O texto traz informações preciosas em que é possível viajar até a Redinha e ver esses dois mitos sentados no alpendre de uma espaçosa varanda jogando conversa fora. Dentre elas as ideias que ele findou escrevendo nessa obra. O que me encanta é a humildade. Ele fala do livro como se não fosse o tesouro que é. Dá impressão que é um desses livros que você lê, lê e não há o novo, o inédito, o fascinante... só mesmices.

O cartão foi escrito no dia 22 de maio de 1973. Tarcísio tinha 55 anos de idade e Sanderson 34. 21 anos de experiência a mais carregava Tarcísio, e ele acolheu sugestões do jovem Sanderson. Humildade e respeito a um jovem que com certeza muito cedo se revelou genial.

Ele assina o cartão e com a mesma caneta Bic diz “N.B. Releve os erros tipográficos”.Quem daria importância para “erros tipográfico” diante daquele pergaminho de conhecimentos?
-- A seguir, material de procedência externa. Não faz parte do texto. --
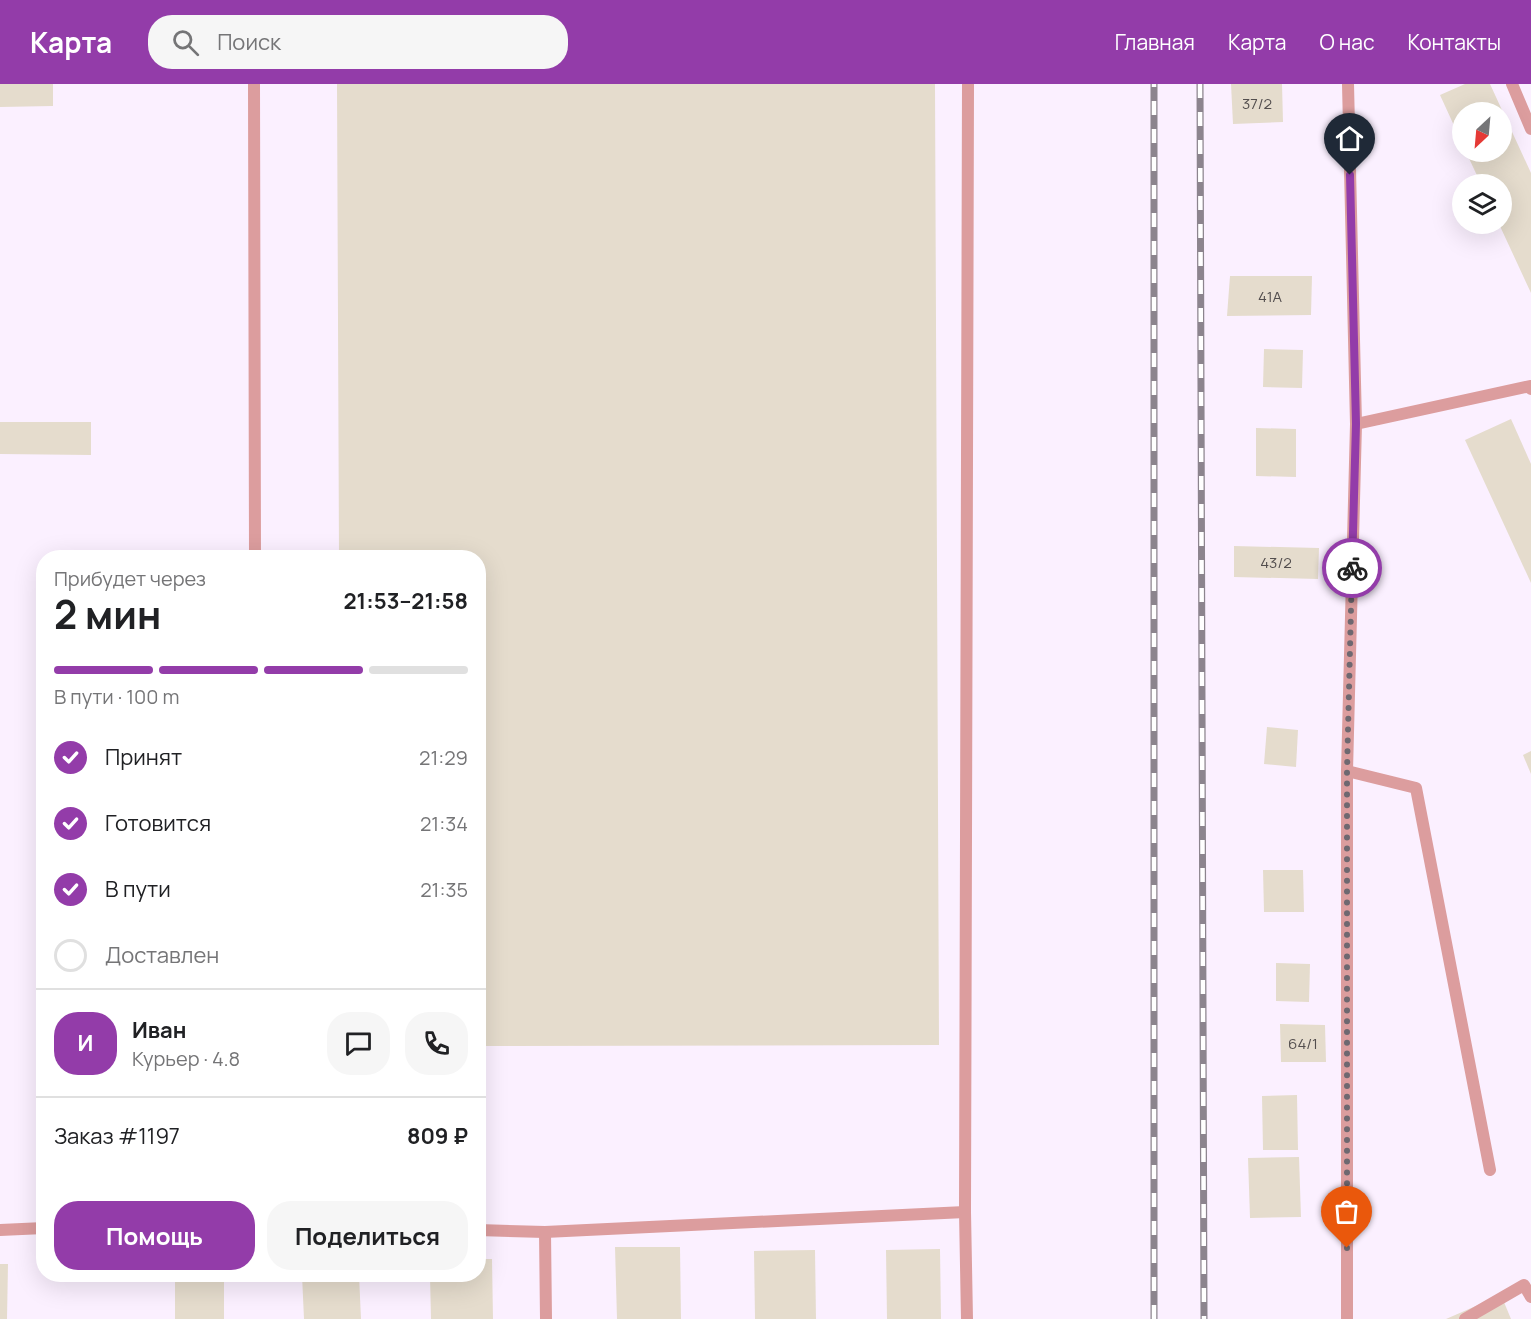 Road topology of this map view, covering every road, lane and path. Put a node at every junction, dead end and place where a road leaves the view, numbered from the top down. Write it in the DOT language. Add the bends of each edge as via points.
graph roads {
  1 [pos="254,84"];
  2 [pos="968,84"];
  3 [pos="1348,84"];
  4 [pos="1512,84"];
  5 [pos="1531,129"];
  6 [pos="1531,386"];
  7 [pos="1356,424"];
  8 [pos="255,550"];
  9 [pos="1347,771"];
  10 [pos="1490,1170"];
  11 [pos="965,1212"];
  12 [pos="36,1228"];
  13 [pos="0,1230"];
  14 [pos="486,1230"];
  15 [pos="545,1232"];
  16 [pos="1531,1297"];
  17 [pos="546,1319"];
  18 [pos="967,1319"];
  19 [pos="1347,1319"];
  20 [pos="1465,1319"];
  1 -- 8 [label="lane"];
  2 -- 11 [label="lane"];
  3 -- 7 [label="lane"];
  4 -- 5 [label="lane"];
  6 -- 7 [label="lane"];
  7 -- 9 [label="lane"];
  9 -- 10 [label="lane" via="1416,788"];
  9 -- 19 [label="lane"];
  11 -- 15 [label="lane"];
  11 -- 18 [label="lane"];
  12 -- 13 [label="lane"];
  14 -- 15 [label="lane"];
  15 -- 17 [label="lane"];
  16 -- 20 [label="lane" via="1524,1285"];
}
O que está ali que foi sugestão de Sanderson? Quais as lacunas dos “grandes mestres” citadas por Tarcísio? São esses invisíveis que nuterm a minha imaginação... Fico pensando o que conversaram esses notáveis.

O clipe estava se desmanchando; deixou nódoas no cartão e na página. Senti-me como os egiptólogos descobrindo câmara em pirâmide ao retirar a peça metálica e imprestável, ali colocada por Tarcísio e retirada por mim. Sanderson foi tão bom que deicou para alguém esse presente.

Tarcísio partiu em  2003, aos 85 anos. Sandersou se encantou em 2017, aos 78 anos. Ambos deixaram obras preciosas para o Rio Grande do Norte e para o Brasil, tanto assinadas por eles quanto contidas em suas bibliotecas.